The persuasive potential of AI-paraphrased information at scale

Author:
Dash, Saloni; Xu, Yiwei; Jalbert, Madeline; Spiro, Emma S
Publication:
PNAS Nexus
Year:
2025

In this article, we study how AI-paraphrased messages have the potential to amplify the persuasive impact and scale of information campaigns. Building from social and cognitive theories on repetition and information processing, we model how CopyPasta—a common repetition tactic leveraged by information campaigns—can be enhanced using large language models. We first extract CopyPasta from two prominent disinformation campaigns in the United States and use ChatGPT to paraphrase the original message to generate AIPasta. We then validate that AIPasta is lexically diverse in comparison to CopyPasta while retaining the semantics of the original message using natural language processing metrics. In a preregistered experiment comparing the persuasive potential of CopyPasta and AIPasta (N = 1,200), we find that AIPasta (but not CopyPasta) is effective at increasing perceptions of consensus in the broad false narrative of the campaign while maintaining similar levels of sharing intent with respect to Control (CopyPasta reduces such intent). Additionally, AIPasta (vs. Control) increases belief in the exact false claim of the campaign, depending on political orientation.
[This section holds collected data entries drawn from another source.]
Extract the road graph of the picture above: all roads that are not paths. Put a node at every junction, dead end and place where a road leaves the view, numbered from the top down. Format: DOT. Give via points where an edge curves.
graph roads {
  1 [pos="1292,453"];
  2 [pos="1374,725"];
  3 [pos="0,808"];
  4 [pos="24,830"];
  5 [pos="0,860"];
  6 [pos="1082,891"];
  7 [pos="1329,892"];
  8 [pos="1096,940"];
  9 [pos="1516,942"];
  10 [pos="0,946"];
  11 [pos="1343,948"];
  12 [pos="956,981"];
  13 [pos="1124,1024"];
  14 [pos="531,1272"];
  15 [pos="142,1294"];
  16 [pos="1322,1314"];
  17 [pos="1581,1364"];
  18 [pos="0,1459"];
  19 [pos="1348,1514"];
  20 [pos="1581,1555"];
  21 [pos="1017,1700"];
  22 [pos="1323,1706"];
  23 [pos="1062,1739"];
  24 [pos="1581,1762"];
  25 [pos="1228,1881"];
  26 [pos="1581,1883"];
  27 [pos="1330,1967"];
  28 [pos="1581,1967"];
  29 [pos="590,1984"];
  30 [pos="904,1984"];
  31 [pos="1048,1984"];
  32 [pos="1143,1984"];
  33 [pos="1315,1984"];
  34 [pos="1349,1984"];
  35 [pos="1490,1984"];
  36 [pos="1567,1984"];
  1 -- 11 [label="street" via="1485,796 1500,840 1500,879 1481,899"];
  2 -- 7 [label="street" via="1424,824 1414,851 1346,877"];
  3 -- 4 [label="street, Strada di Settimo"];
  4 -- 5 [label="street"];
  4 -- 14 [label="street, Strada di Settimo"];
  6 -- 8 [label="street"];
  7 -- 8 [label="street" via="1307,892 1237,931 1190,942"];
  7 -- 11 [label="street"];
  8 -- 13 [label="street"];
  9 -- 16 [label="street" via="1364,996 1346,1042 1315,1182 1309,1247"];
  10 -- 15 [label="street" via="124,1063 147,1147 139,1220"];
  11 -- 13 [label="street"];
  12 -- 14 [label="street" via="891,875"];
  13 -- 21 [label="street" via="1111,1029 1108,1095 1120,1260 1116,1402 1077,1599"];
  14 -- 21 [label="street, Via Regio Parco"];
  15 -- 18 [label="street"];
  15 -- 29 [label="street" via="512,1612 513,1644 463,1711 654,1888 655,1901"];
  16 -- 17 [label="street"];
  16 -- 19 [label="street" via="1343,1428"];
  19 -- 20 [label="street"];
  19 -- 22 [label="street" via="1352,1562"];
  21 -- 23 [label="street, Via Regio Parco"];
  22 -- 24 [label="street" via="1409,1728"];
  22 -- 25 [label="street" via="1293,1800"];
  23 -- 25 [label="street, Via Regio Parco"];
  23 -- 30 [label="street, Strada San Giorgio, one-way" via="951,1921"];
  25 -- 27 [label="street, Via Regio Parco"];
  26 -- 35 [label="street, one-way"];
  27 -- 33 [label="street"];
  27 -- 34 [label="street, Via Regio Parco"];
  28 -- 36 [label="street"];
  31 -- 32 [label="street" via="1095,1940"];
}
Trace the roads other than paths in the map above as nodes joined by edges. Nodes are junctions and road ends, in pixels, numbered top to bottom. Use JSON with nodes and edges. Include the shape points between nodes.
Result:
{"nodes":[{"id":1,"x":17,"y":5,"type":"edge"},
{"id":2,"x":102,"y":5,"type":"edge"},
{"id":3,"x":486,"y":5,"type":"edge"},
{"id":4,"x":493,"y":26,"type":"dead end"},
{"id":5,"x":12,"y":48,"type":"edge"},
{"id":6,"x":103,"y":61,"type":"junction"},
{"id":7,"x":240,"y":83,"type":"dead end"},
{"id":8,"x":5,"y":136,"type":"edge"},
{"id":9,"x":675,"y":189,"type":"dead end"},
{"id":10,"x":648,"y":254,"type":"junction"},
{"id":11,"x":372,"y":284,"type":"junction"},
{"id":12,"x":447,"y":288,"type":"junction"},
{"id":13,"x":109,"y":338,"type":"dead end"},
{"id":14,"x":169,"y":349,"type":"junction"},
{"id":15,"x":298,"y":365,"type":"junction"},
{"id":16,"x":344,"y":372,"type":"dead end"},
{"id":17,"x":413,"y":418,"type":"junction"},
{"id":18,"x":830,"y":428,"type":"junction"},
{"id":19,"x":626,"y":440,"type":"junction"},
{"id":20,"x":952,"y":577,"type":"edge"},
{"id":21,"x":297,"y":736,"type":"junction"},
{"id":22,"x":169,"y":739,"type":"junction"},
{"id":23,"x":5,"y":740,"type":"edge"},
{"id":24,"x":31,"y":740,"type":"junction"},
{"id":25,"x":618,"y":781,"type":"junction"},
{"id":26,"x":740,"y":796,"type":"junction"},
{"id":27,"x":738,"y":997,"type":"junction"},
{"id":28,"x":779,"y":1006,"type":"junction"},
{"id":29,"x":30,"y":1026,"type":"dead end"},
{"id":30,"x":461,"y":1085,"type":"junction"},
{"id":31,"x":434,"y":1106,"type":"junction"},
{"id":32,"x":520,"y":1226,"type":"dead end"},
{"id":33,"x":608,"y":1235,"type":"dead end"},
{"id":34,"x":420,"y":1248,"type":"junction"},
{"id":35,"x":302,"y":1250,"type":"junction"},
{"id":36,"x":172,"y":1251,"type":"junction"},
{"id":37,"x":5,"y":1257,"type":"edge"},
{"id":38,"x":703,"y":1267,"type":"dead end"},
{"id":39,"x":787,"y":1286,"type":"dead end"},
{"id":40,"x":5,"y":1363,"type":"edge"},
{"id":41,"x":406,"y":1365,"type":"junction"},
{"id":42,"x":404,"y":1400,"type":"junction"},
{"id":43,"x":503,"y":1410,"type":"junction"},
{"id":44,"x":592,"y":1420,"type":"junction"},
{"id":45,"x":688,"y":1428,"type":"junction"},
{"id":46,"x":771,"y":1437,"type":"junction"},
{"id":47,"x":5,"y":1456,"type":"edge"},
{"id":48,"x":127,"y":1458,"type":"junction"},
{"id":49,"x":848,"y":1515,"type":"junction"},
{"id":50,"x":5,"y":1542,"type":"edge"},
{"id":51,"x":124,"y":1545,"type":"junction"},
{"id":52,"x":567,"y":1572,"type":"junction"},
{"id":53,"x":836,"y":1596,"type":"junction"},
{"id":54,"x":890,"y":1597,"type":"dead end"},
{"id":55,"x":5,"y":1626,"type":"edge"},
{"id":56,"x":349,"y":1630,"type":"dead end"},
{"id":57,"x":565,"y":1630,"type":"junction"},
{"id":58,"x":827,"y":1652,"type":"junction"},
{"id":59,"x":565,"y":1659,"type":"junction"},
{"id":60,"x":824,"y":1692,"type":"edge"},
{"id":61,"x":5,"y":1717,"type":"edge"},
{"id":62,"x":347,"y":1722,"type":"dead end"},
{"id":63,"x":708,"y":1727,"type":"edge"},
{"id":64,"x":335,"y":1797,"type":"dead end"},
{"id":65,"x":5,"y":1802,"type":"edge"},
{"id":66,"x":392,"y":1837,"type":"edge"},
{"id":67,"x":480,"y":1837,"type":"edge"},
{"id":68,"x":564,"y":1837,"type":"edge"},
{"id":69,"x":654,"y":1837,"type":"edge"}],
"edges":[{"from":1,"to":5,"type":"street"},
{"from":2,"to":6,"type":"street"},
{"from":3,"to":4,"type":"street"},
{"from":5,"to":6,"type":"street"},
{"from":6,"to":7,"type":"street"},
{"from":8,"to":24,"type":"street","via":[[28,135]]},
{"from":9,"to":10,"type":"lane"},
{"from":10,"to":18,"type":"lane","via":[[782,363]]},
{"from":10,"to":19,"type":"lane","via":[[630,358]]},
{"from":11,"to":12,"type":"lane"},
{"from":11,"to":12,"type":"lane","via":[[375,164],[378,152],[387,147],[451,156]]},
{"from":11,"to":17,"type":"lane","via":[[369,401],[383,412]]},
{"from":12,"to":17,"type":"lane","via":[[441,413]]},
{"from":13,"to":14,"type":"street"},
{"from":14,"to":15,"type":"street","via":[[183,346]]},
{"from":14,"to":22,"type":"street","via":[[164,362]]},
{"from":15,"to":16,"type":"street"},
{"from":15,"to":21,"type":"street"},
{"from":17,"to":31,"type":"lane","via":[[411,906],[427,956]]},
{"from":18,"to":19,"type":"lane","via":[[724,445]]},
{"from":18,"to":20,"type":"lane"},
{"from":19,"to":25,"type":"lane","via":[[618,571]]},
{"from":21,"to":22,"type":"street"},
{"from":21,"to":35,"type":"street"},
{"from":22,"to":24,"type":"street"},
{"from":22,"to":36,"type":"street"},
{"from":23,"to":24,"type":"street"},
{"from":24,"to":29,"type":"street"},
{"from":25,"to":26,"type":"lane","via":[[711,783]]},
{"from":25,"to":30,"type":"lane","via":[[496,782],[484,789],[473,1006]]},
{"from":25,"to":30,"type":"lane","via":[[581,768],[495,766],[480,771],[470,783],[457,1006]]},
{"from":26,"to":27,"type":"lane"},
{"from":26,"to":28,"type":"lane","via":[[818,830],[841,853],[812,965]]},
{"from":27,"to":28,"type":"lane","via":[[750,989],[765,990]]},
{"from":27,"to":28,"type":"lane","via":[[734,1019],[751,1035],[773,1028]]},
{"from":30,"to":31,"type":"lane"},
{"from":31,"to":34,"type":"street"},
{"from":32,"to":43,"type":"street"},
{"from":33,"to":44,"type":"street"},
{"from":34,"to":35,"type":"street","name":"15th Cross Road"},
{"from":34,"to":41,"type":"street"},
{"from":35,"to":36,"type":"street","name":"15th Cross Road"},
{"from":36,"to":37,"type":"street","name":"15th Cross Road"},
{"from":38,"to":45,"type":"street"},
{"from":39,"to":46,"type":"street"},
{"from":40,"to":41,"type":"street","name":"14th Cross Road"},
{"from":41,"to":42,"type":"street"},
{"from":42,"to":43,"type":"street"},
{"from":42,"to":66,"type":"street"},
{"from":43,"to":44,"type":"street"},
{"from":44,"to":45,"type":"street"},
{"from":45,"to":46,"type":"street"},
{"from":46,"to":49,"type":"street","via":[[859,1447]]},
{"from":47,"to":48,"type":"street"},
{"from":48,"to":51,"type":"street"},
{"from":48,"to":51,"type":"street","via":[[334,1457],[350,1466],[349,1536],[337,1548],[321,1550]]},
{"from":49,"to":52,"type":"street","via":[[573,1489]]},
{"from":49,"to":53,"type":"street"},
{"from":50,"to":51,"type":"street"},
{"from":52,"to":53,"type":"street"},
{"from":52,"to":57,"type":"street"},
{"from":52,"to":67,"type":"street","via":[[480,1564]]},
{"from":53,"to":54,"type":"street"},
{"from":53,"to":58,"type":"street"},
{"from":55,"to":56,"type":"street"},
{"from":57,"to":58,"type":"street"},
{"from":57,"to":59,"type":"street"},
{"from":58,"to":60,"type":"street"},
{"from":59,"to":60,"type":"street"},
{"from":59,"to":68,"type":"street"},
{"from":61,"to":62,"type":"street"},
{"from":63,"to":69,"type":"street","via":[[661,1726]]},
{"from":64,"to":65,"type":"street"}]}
However, across most outcomes, we find little evidence of significant persuasive differences between AIPasta and CopyPasta. Nonetheless, current state-of-the-art AI-text detectors fail to detect AIPasta, opening the door for these operations to scale successfully. As AI-enabled information operations become more prominent, we anticipate a shift from traditional CopyPasta to AIPasta, which presents significant challenges for detection and mitigation.